In view of these considerations, we decided not to include the rectification of the EMG signal in our analysis. In particular, we limited the treatment of the signal to the demodulation directly applied to the raw EMG signal, without the rectification used in Boonstra et al. (2009). Demodulation has been applied to cancel the slow fluctuation of the overall EMG amplitude due to the cyclical nature of the studied task. Given this transformation, together with the overall cyclostationarity of the EMG signal (Bonato et al. 2001), we assume that stationarity requirements for coherence analysis are met.

Another reason for not using the signal rectification is related to the aim of the analysis. IMC, in fact, involves signals of the same nature and with the same frequency content, and rectification was thus excluded in order not to introduce further steps whose effects are still unclear. We are anyway conscious that the different treatment of the signal may affect the frequency components of the extracted IMC, limiting the comparability with the other studies on CMC and IMC that use rectification or do not use demodulation technique.

Conclusions

In this study, we analyzed the neural synchronization between EMG signals recorded from synergistic muscles. The outcome of traditional nonnegative matrix factorization algorithm highlights a modular organization of a free-cycling task based on four muscle synergies. By taking into account the intermuscular synchronization within the periods of co-activation, it has been shown that a significant intermuscular coherence is only present for one out of the four identified muscle synergies.
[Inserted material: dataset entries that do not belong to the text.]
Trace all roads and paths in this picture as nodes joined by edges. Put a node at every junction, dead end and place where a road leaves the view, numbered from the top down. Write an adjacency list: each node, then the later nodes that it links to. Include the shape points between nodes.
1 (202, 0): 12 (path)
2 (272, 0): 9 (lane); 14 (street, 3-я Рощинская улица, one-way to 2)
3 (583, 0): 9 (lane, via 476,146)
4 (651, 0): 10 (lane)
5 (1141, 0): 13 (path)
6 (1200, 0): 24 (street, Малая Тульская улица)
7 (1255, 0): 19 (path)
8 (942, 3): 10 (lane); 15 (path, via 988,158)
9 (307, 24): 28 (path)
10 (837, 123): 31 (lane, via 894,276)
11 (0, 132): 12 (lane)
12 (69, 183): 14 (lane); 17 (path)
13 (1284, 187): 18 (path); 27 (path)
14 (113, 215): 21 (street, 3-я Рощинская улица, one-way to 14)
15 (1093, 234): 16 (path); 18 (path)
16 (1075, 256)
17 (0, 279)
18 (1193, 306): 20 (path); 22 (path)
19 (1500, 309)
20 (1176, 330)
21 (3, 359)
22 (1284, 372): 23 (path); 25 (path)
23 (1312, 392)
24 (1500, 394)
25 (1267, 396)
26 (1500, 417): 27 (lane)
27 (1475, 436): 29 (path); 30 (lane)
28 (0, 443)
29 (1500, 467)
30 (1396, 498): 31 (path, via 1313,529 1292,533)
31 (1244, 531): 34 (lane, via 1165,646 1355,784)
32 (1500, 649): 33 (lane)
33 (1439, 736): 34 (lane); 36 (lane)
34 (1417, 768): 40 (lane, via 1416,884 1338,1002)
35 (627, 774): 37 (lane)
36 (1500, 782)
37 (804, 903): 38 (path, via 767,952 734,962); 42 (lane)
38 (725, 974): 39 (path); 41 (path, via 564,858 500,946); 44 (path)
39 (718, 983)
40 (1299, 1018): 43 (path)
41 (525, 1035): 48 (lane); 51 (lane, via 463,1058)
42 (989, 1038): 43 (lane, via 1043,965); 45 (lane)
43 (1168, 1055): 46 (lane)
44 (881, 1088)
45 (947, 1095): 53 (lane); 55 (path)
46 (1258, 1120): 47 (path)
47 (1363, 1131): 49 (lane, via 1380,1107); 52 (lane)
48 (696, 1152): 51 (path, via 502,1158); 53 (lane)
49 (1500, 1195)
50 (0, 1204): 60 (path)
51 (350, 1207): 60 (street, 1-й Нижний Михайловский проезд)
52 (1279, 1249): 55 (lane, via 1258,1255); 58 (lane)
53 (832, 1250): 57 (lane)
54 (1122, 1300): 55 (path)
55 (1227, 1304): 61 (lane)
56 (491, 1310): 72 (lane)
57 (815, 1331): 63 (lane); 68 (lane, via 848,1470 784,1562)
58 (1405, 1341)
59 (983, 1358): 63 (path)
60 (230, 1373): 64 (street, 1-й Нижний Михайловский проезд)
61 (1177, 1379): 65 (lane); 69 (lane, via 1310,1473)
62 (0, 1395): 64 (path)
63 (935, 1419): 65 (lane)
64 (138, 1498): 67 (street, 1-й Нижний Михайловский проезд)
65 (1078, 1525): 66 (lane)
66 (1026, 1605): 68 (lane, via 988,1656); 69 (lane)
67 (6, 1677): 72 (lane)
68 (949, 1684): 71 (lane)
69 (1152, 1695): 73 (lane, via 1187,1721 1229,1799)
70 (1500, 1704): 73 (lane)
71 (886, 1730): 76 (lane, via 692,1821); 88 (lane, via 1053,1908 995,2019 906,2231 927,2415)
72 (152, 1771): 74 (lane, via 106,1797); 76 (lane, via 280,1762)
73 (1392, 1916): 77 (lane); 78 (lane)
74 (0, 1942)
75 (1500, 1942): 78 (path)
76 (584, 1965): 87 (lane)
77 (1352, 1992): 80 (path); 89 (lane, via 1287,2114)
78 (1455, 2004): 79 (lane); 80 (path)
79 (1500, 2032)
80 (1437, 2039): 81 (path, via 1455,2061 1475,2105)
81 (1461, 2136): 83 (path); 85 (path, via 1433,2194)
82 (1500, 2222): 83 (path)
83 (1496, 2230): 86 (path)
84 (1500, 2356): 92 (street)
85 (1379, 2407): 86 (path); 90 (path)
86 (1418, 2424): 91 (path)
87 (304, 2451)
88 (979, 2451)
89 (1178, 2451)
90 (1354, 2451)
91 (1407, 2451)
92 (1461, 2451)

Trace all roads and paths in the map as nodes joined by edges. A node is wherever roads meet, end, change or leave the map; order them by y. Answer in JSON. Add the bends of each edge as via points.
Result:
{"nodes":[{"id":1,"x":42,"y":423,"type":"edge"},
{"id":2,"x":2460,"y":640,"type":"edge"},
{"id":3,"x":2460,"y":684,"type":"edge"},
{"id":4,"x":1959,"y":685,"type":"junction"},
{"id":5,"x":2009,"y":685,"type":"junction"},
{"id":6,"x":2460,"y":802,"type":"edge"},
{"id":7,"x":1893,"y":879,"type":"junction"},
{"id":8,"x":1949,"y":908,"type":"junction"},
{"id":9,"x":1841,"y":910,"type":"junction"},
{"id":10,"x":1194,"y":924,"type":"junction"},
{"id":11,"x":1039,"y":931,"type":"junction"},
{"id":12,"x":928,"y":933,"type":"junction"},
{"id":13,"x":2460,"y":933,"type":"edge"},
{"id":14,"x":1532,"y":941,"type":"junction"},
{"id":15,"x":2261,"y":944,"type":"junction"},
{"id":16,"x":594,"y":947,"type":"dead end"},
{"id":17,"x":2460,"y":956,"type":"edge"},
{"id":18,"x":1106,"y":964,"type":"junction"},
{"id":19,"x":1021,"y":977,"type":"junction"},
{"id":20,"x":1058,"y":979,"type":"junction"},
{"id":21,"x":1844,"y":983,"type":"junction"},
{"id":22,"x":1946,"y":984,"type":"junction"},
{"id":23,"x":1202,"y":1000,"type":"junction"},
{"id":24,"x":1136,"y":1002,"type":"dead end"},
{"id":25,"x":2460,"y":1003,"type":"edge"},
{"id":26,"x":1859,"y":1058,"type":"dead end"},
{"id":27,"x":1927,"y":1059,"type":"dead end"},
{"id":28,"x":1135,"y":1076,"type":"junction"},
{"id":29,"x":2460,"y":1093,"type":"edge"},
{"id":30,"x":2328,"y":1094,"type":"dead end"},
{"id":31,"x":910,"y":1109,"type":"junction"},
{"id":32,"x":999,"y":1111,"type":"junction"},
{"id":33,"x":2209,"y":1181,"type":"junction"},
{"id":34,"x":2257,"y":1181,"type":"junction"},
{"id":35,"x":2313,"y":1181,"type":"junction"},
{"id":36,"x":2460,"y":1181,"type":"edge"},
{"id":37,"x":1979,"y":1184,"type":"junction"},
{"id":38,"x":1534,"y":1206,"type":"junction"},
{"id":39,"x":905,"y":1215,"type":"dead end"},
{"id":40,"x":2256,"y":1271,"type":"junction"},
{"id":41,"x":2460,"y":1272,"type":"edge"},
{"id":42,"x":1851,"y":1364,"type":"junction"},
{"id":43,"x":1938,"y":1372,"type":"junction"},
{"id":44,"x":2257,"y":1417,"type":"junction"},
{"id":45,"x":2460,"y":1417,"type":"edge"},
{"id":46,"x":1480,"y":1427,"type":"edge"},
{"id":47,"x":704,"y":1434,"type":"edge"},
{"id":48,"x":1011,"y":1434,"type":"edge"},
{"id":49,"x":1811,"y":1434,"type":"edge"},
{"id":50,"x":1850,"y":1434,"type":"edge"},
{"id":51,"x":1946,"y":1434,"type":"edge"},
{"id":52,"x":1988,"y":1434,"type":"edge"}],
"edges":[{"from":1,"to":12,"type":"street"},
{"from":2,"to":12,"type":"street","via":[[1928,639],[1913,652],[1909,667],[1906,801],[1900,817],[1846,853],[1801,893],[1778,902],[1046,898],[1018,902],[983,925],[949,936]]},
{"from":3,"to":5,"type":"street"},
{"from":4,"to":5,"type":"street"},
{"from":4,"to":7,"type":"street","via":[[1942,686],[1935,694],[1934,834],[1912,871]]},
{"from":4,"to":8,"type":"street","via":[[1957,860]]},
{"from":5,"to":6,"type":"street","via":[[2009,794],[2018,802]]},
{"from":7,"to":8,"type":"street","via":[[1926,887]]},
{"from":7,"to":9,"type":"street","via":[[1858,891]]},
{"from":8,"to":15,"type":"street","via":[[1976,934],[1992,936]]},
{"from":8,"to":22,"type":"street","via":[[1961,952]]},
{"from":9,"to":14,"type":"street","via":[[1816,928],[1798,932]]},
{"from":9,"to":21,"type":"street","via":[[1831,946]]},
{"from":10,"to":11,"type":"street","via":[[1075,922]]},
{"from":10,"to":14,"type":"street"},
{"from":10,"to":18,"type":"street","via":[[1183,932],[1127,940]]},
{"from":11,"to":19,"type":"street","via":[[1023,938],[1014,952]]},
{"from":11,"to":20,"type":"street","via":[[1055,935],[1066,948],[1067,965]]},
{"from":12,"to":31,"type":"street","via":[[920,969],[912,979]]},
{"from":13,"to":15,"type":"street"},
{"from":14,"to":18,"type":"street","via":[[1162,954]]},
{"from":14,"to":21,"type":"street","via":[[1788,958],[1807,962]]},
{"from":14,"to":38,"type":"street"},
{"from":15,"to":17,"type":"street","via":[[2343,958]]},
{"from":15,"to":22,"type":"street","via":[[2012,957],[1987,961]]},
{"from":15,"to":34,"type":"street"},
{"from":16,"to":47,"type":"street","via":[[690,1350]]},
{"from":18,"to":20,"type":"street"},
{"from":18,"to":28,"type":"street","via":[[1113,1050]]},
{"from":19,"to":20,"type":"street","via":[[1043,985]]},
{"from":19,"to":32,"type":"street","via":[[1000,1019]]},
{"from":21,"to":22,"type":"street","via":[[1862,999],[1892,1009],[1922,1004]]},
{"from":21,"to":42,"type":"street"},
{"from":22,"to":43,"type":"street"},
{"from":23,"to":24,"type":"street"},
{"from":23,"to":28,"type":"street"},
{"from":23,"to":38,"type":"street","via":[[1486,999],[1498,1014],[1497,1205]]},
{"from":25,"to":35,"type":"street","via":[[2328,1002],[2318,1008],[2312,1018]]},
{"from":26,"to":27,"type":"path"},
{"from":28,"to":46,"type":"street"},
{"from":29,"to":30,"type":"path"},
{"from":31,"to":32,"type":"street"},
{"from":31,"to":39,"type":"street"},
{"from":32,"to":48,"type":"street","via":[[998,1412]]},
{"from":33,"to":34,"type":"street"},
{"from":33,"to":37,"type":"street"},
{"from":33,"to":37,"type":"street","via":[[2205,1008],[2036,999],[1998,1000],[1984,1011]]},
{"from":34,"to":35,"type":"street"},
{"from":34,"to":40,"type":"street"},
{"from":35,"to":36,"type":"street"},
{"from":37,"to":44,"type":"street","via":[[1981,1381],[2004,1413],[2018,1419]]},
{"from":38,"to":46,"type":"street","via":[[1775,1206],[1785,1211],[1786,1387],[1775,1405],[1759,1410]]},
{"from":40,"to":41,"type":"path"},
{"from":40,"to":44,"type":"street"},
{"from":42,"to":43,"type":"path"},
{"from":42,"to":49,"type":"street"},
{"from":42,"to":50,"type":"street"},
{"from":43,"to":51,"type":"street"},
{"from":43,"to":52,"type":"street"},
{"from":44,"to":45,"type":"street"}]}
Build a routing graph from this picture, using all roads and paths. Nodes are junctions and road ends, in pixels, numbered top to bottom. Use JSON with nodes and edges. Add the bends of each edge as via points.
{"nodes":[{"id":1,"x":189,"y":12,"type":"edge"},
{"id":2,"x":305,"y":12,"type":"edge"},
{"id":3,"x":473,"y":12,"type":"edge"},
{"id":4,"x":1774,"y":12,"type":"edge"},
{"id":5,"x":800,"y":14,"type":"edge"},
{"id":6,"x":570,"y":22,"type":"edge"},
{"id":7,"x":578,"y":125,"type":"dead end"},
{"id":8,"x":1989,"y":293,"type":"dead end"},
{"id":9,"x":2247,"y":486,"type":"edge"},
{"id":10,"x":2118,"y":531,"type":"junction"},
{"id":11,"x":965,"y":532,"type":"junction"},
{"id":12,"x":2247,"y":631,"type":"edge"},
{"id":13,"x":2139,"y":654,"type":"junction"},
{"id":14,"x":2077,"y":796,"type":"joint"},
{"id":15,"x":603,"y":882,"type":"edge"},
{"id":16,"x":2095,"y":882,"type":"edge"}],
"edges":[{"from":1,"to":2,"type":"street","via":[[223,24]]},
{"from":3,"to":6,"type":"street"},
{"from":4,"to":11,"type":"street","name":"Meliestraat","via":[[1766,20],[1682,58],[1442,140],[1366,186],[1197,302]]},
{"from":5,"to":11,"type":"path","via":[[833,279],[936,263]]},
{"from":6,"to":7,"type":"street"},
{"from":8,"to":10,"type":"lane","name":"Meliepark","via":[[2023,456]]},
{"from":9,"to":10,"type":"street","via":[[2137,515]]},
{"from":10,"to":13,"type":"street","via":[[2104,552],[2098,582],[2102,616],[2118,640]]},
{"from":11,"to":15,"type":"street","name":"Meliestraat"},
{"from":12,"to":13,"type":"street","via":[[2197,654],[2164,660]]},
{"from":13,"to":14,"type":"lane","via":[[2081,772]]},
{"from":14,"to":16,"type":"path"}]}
This identified coherent contribution is present in the gamma band, and it is in line with previous studies targeting dynamic motor tasks, suggesting the possible cortical origin of this intermuscular coupling. The only muscle synergy showing significant coherence is composed by the group of muscles forming the quadriceps, mainly responsible for force production and crank propelling during the pedaling cycle. This finding suggests that intermuscular coupling generally observed during different movement in humans might reflect the functional role of a co-active group of muscles, as for example the stabilization of a task-relevant variable, besides the anatomical constraints deriving from common spinal projections. However, although our results seem to support more the cortical than the spinal involvement, further investigation is required to deeply understand the CPG contribution to the studied task.